Sri Mulyani Pastikan Skandal 1MDB Tak Terjadi di SWF Indonesia

Daurina Lestari, Arrijal Rachman
·Bacaan 2 menit

VIVA – Menteri Keuangan, Sri Mulyani Indrawati, memastikan bahwa Sovereign Wealth Fund (SWF) Indonesia atau Lembaga Pengelola Investasi (LPI) yang dinamakan Indonesia Investment Authority (INA) tidak akan tersandung mega skandal korupsi seperti SWF milik Malaysia.

Sebagaimana diketahui, SWF Malaysia yang dinamakan 1Malaysia Development Berhad (1MDB) menjadi skandal korupsi terbesar setelah Perdana Menteri Najib Razak diduga menyalahgunakan kekuasaannya untuk menggunakan dana kelola 1MDB US$4,5 miliar.

"1MDB disebutkan sebagai contoh yang harus diwaspadai, kami juga menyadari mengenai hal ini," kata Sri saat rapat kerja dengan Komisi XI DPR, Senin, 25 Januari 2021.

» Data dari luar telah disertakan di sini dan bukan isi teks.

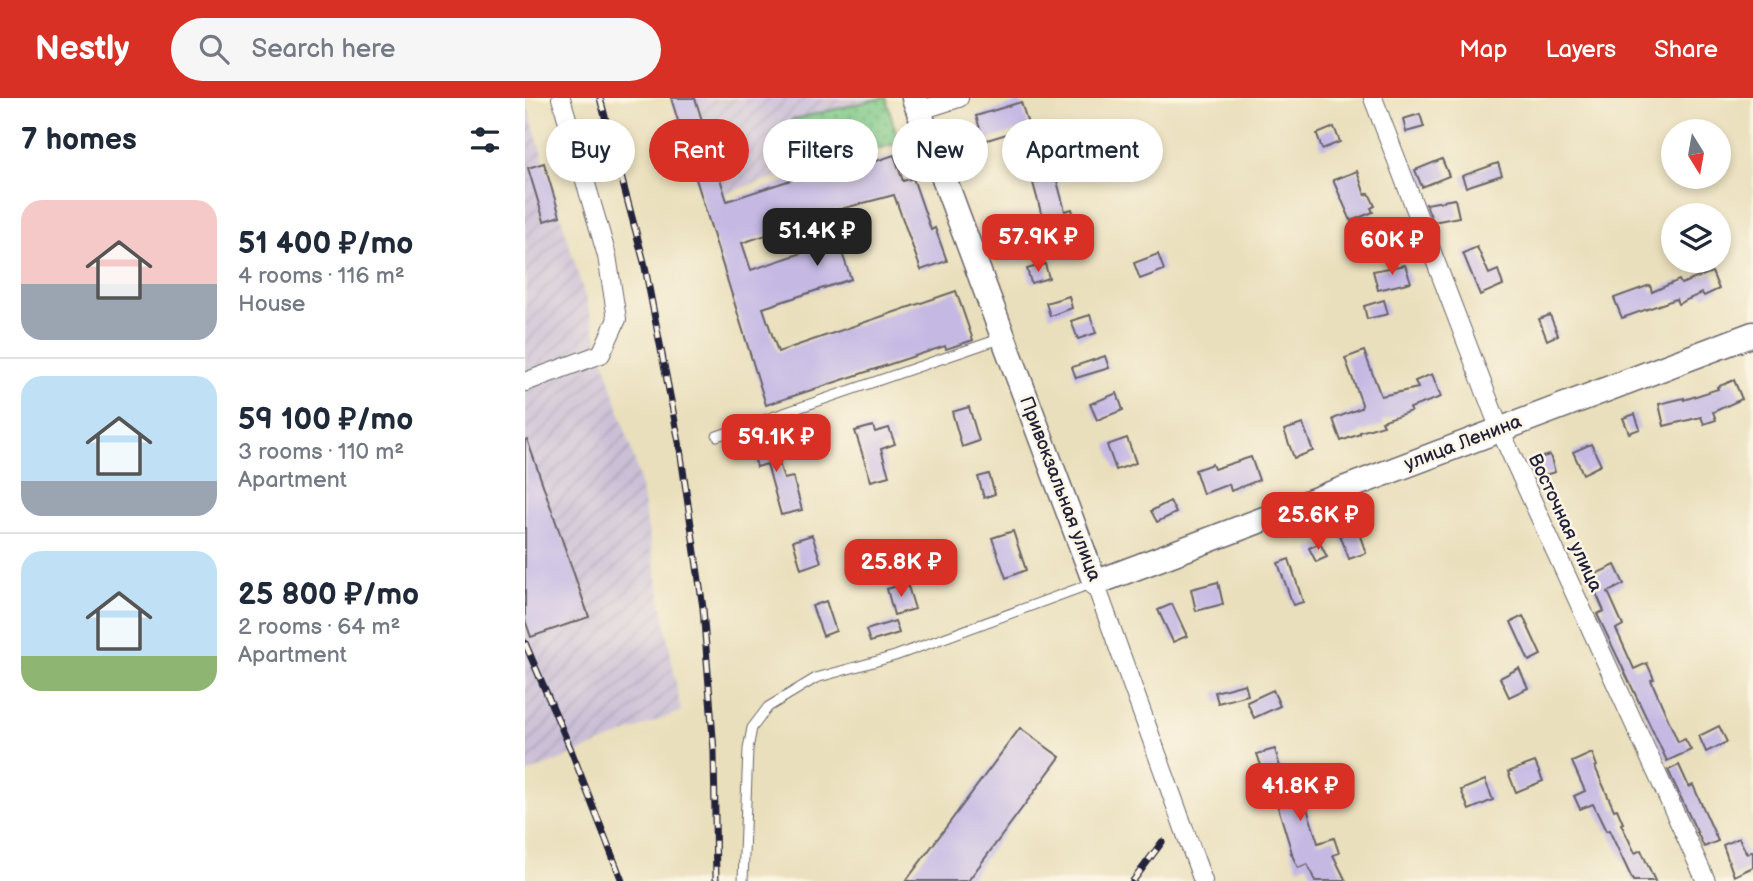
<!DOCTYPE html>
<meta charset="utf-8">
<style>
:root{--surface:#fff;--page:#f6f6f7;--text:#1f2937;--muted:#747a83;--line:#e0e1e3;--accent:#d93025}
body{margin:0;font-family:"Balsamiq Sans",sans-serif;background:var(--page);color:var(--text);height:100vh;display:flex;flex-direction:column;font-size:26px;white-space:nowrap}
*{box-sizing:border-box;margin:0}
p{font-size:23px;color:var(--muted)}
.icon{flex:none;width:38px;height:38px;fill:none;stroke:currentColor;stroke-width:2;stroke-linecap:round;stroke-linejoin:round}
.map{position:relative;flex:1;overflow:hidden}
.details{display:flex;flex-direction:column;background:var(--surface);width:525px}
.details>*{flex:none}
.guide{position:absolute;left:21px;top:21px;width:665px;height:63px;display:flex;gap:14px}
.needle{width:46px;rotate:169deg}
.buttons{position:absolute;left:1136px;top:21px;display:grid;gap:14px}
.buttons a{display:grid;place-items:center;width:70px;height:70px;border-radius:50%;background:var(--surface);box-shadow:0 4px 10px #0003;font-size:35px}
.price{position:absolute;translate:-50% -60px;padding:0 16px;border-radius:14px;background:var(--accent);color:#fff;font-size:23px;line-height:46px;filter:drop-shadow(0 2px 4px #0008)}
.price::after{content:'';position:absolute;left:50%;top:42px;width:21px;height:16px;margin-left:-10px;background:inherit;clip-path:polygon(0 0,100% 0,50% 100%)}
.price.active{background:#222;color:#fff}
ul{padding:0;list-style:none}
li{display:flex;align-items:center;gap:21px;height:175px;padding:0 21px}
li+li{border-top:2px solid var(--line)}
li span{display:grid;place-items:center;flex:none;width:196px;height:140px;border-radius:21px;color:#555}
li>.icon{margin-inline-start:auto}
span .icon{width:84px;height:84px;fill:#fffc;stroke-width:1}
li b{font-size:30px}
h2{display:flex;justify-content:space-between;align-items:center;height:84px;padding:0 21px;font-size:30px}
.tag{padding:0 24px;border-radius:32px;background:var(--surface);box-shadow:0 4px 10px #0003;font-size:24px;line-height:63px}
.tag.active{background:var(--accent);color:#fff}
header{display:flex;align-items:center;gap:42px;box-sizing:border-box;height:98px;padding:0 35px;background:var(--accent);color:#fff}
header strong{font-size:33px}
nav{display:flex;gap:38px;margin-inline-start:auto;font-size:24px}
.search{width:490px;height:63px;background:var(--page);display:flex;align-items:center;gap:18px;box-sizing:border-box;padding:0 24px;border-radius:38px;color:var(--muted);font-size:26px}
main{display:flex;flex:1;min-height:0}
.map>svg:first-child{display:block}
.industrial{fill:url(#industrial-furrows)}
.park{fill:url(#park-dots);stroke:#507560;stroke-width:2}
.building{fill:#c5b9e4}
.lines{fill:none;stroke-linecap:round;stroke-linejoin:round}
.lane-casing{stroke:#686468;stroke-width:11}
.street-casing{stroke:#686468;stroke-width:20}
.secondary-casing{stroke:#686468;stroke-width:27}
.lane{stroke:#fff;stroke-width:9}
.street{stroke:#fff;stroke-width:18}
.secondary{stroke:#fff;stroke-width:24}
.rail-casing{stroke:#22223b;stroke-width:7}
.rail{stroke:#fcf5e5;stroke-width:4.5;stroke-dasharray:13;stroke-linecap:butt}
.labels{text-anchor:middle;dominant-baseline:central;stroke-width:5;stroke-linejoin:round;paint-order:stroke}
.street-label{font-size:19px;fill:#22223b;stroke:#fcf5e5}
</style>
<header>
<strong>Nestly</strong>
<div class="search"><svg class="icon" aria-label="search" viewBox="0 0 24 24"><circle cx="10" cy="10" r="6"/><path d="M15 15l6 6"/></svg>Search here</div>
<nav><a>Map</a><a>Layers</a><a>Share</a></nav>
</header>
<main>
<section class="details">
<h2>7 homes<svg class="icon" aria-label="filters" viewBox="0 0 24 24"><path d="M4 7h16M4 17h16"/><circle cx="9" cy="7" r="2"/><circle cx="15" cy="17" r="2"/></svg></h2>
<ul>
<li><span style="background:linear-gradient(#f6c9c9 60%,#9aa5b1 0)"><svg class="icon" aria-label="home" viewBox="0 0 24 24"><path d="M3 11l9-7 9 7M6 9v11h12V9"/></svg></span><div><b>51 400 ₽/mo</b><p>4 rooms · 116 m²</p><p>House</p></div></li>
<li><span style="background:linear-gradient(#bfe0f5 75%,#9aa5b1 0)"><svg class="icon" aria-label="home" viewBox="0 0 24 24"><path d="M3 11l9-7 9 7M6 9v11h12V9"/></svg></span><div><b>59 100 ₽/mo</b><p>3 rooms · 110 m²</p><p>Apartment</p></div></li>
<li><span style="background:linear-gradient(#bfe0f5 75%,#8fb573 0)"><svg class="icon" aria-label="home" viewBox="0 0 24 24"><path d="M3 11l9-7 9 7M6 9v11h12V9"/></svg></span><div><b>25 800 ₽/mo</b><p>2 rooms · 64 m²</p><p>Apartment</p></div></li>
</ul>
</section>
<div class="map">
<svg width="1228" height="783" viewBox="0 0 1228 783">
<defs>
<pattern id="industrial-furrows" width="10" height="10" patternUnits="userSpaceOnUse" patternTransform="scale(1.75)"><rect width="10" height="10" fill="#cabfd6"/><path d="M-1 1l2-2M0 10L10 0M9 11l2-2" fill="none" stroke="#ada4b9"/></pattern>
<pattern id="park-dots" width="8" height="8" patternUnits="userSpaceOnUse" patternTransform="scale(1.75)"><rect width="8" height="8" fill="#7dc885"/><path d="M2 2h.1M6 6h.1" fill="none" stroke="#66a26e" stroke-width="1.8" stroke-linecap="round"/></pattern>
</defs>
<rect width="100%" height="100%" fill="#fcf5e5"/>
<filter id="ink" filterUnits="userSpaceOnUse"><feTurbulence type="fractalNoise" baseFrequency=".0143" numOctaves="2"/><feDisplacementMap in="SourceGraphic" scale="14" xChannelSelector="R" yChannelSelector="G"/><feConvolveMatrix kernelMatrix="1 2 1 2 8 2 1 2 1" color-interpolation-filters="sRGB"/></filter>
<filter id="wash" filterUnits="userSpaceOnUse"><feTurbulence type="fractalNoise" baseFrequency=".00686" numOctaves="4" result="noise"/><feDisplacementMap in="SourceGraphic" scale="28" xChannelSelector="R" yChannelSelector="G"/><feGaussianBlur stdDeviation="1.57" result="paint"/><feColorMatrix in="noise" values="0 0 0 0 0 0 0 0 0 0 0 0 0 0 0 0 0 1.4 0 .05"/><feComposite in="paint" operator="in"/></filter>
<g filter="url(#wash)">
<rect width="100%" height="100%" fill="#e9dfbc"/>
<g class="industrial">
<path d="M0 0 112 371 156 613 0 676Z"/>
<path d="M146 0H356L267 22 280 70 178 102Z"/>
</g>
<path class="park" d="M356 0H361L374 45 280 70 266 22Z"/>
<g id="blocks">
<g class="building">
<path d="M146 0H170L202 103 284 76 339 63 340 67 369 57 378 83 388 80 406 132 410 130 422 163 396 172 369 97 297 116 298 118 217 145 226 172 313 143 326 181 238 210 253 254 431 193 448 242 421 251 420 248 241 307Z"/>
<path d="M496 4 504 29 459 43 451 18Z"/>
<path d="M895 16 899 29 881 34 878 21Z"/>
<path d="M809 29 815 44 797 51 792 36Z"/>
<path d="M917 61 924 78 897 89 890 72Z"/>
<path d="M19 65 35 118 19 123 3 70Z"/>
<path d="M973 65 977 77 941 89 937 78Z"/>
<path d="M832 73 840 97 844 95 850 108 846 110 848 114 826 123 808 82Z"/>
<path d="M531 79 540 113 547 111 556 144 519 153 510 120 517 118 508 85Z"/>
<path d="M930 101 934 119 908 124 901 106Z"/>
<path d="M952 149 964 176 973 172 978 187 955 197 938 155Z"/>
<path d="M633 156 639 172 615 181 609 165Z"/>
<path d="M520 166 524 180 506 185 502 171Z"/>
<path d="M880 167 886 184 853 192 848 173Z"/>
<path d="M1187 174 1194 191 1179 198 1177 195 1153 206 1151 201 1097 220 1089 200 1125 187 1127 194 1154 182 1156 186Z"/>
<path d="M544 198 547 210 525 218 521 205Z"/>
<path d="M859 202 863 216 842 221 839 208Z"/>
<path d="M565 217 571 235 553 241 546 223Z"/>
<path d="M1025 217 1033 237 1022 242 1014 221Z"/>
<path d="M839 253 856 298 893 290 890 283 907 276 916 299 885 310 886 313 857 323 859 327 835 334V336L816 343 808 321 836 310 837 306 820 260Z"/>
<path d="M580 258 584 270 551 280 547 269Z"/>
<path d="M1209 282 1217 301 1188 314 1191 322 1179 326 1176 319 1139 328 1134 306 1159 300V302L1193 291 1192 289Z"/>
<path d="M592 295 598 312 572 322 565 306Z"/>
<path d="M444 309 454 343 437 349 427 314Z"/>
<path d="M1110 316 1115 331 1104 335 1098 320Z"/>
<path d="M778 326 788 353 769 360 759 332Z"/>
<path d="M348 328 350 334 364 330 370 346 356 351 364 378 346 383 330 333Z"/>
<path d="M245 335 259 381 268 379 277 412 256 417 242 366 232 369 224 342Z"/>
<path d="M602 340 611 365 591 372 582 347Z"/>
<path d="M2 341 64 519 6 539 0 522V342Z"/>
<path d="M1066 346 1076 367 1058 376 1048 354Z"/>
<path d="M1025 357 1030 374 1016 378 1011 361Z"/>
<path d="M726 359 734 382 706 393 704 386 678 396 670 372 687 366 689 371Z"/>
<path d="M464 376 470 396 459 400 453 379Z"/>
<path d="M645 403 651 415 632 424 626 413Z"/>
<path d="M831 427 841 455 824 461 814 434Z"/>
<path d="M488 433 501 472 481 480 467 440Z"/>
<path d="M287 437 296 464 276 471 268 443Z"/>
<path d="M795 445 802 459 791 464 784 450Z"/>
<path d="M764 461 778 504 768 507 753 465Z"/>
<path d="M1090 467 1099 486 1083 494 1098 527 1091 531 1109 571 1122 565 1129 581 1126 582 1153 644 1160 641 1166 652 1142 663 1072 516 1079 513 1064 479Z"/>
<path d="M693 484 698 506 671 513 666 491Z"/>
<path d="M382 485 390 511 369 517 362 491Z"/>
<path d="M301 503 311 533 298 538 287 508Z"/>
<path d="M647 506 662 538 648 544 633 512Z"/>
<path d="M998 518 1016 557 1004 563 986 524Z"/>
<path d="M370 523 374 535 345 544 341 532Z"/>
<path d="M994 570 1003 590 984 599 975 580Z"/>
<path d="M720 586 723 597 693 605 690 594Z"/>
<path d="M748 592 755 608 729 620 722 604Z"/>
<path d="M1194 628 1202 644 1181 654 1174 638Z"/>
<path d="M495 630 535 659 443 783H381Z"/>
<path d="M750 651 759 683 772 679 793 745 809 740 814 755 808 757 821 783H790L782 766 773 770 766 755H767L752 706 750 707 732 656Z"/>
<path d="M1067 655 1072 668 1070 669 1089 712 1092 711 1098 725 1096 726 1110 755 1116 752 1130 783H1108L1084 732 1081 733 1068 706 1055 711 1049 698 1060 693 1047 664Z"/>
<path d="M1010 664 1018 683 991 694 983 674Z"/>
<path d="M1154 667 1164 689 1168 687 1193 743 1179 749 1143 672Z"/>
<path d="M960 682 968 702 944 712 936 692Z"/>
<path d="M1214 740 1222 756 1228 753V769L1209 778 1198 747Z"/>
</g>
</g>
</g>
<g filter="url(#ink)">
<use href="#blocks" fill-opacity="0" stroke="#686468" stroke-width="2"/>
<g class="lines">
<defs>
<g id="lane">
<path d="M192 338 477 240"/>
<path d="M218 783 223 651 227 630 243 609 291 580 370 558 568 485"/>
</g>
<g id="street">
<path d="M848 0 975 332 1181 783"/>
<path d="M393 13 434 0"/>
<path d="M0 284 76 256 92 221 82 158 36 0"/>
<path d="M570 485 678 783"/>
</g>
<path id="secondary" d="M389 0 570 485 1228 236"/>
</defs>
<use href="#lane" class="lane-casing"/>
<use href="#street" class="street-casing"/>
<use href="#secondary" class="secondary-casing"/>
<use href="#lane" class="lane"/>
<use href="#street" class="street"/>
<use href="#secondary" class="secondary"/>
<defs>
<g id="rail">
<path d="M75 0 119 164 154 344 178 510 189 653 191 783"/>
<path d="M0 545 46 652 97 783"/>
<path d="M608 783 637 744"/>
</g>
</defs>
<use href="#rail" class="rail-casing"/>
<use href="#rail" class="rail"/>
</g>
</g>
<g class="labels">
<g class="street-label">
<text transform="translate(938 345) rotate(-21)">улица Ленина</text>
<text transform="translate(535 391) rotate(69)">Привокзальная улица</text>
<text transform="translate(1040 425) rotate(65)">Восточная улица</text>
</g>
</g>
</svg>
<div class="buttons">
<a><svg class="needle" viewBox="-14 -14 28 28"><path d="M0-13l5 13h-10z" fill="#e53935"/><path d="M0 13l5-13h-10z" fill="#747a83"/></svg></a>
<a><svg class="icon" aria-label="layers" viewBox="0 0 24 24"><path d="M12 4l9 5-9 5-9-5zM3 14l9 5 9-5"/></svg></a>
</div>
<b class="price active" style="left:292px;top:170px">51.4K ₽</b>
<b class="price" style="left:513px;top:176px">57.9K ₽</b>
<b class="price" style="left:867px;top:179px">60K ₽</b>
<b class="price" style="left:251px;top:376px">59.1K ₽</b>
<b class="price" style="left:793px;top:454px">25.6K ₽</b>
<b class="price" style="left:376px;top:501px">25.8K ₽</b>
<b class="price" style="left:775px;top:725px">41.8K ₽</b>
<div class="guide">
<a class="tag">Buy</a>
<a class="tag active">Rent</a>
<a class="tag">Filters</a>
<a class="tag">New</a>
<a class="tag">Apartment</a>
</div>
</div>
</main>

Untuk mencegah hal tersebut terjadi, Sri memastikan bahwa pemerintah sudah memperkuat upaya tata kelola yang baik dalam institusi tersebut, dari mulai proses rekrutmen tiga dewan pengawas (dewas) LPI yang berasal dari unsur profesional.

"Dalam proses rekrutmen kami untuk dewas, kami secara spesifik menanyakan supaya set-up LPI ini, dan peran dewas untuk bisa mencegah terjadinya kasus 1MDB," tuturnya.

Baca juga: Update COVID-19 Indonesia: Jumlah Sembuh Tambah 10.678 Pasien

Menurut Sri, tiga anggota dewas yang telah disetujui Presiden Joko Widodo dan telah dikonsultasikan dengan DPR, yakni Darwin Cyril Noerhadi, Haryanto Sahari dan Yozua Makes sangat mengetahui praktik tata kelola perusahaan atau institusi yang baik.

"Dan kemudian presiden memilih adalah mereka yang tahu betul praktik tata kelola yang harus dihindari supaya tidak terjadi kasus seperti 1MDB," ungkap dia.

Oleh sebab itu, Sri menekankan, fondasi transparansi dan akuntabilitas perlu dibangun dari awal. Terutama di dalam keputusan awal dewas yang merupakan peraturan awal, dan menjadi pondasi regulasi untuk dewan direktur melaksanakan tugas.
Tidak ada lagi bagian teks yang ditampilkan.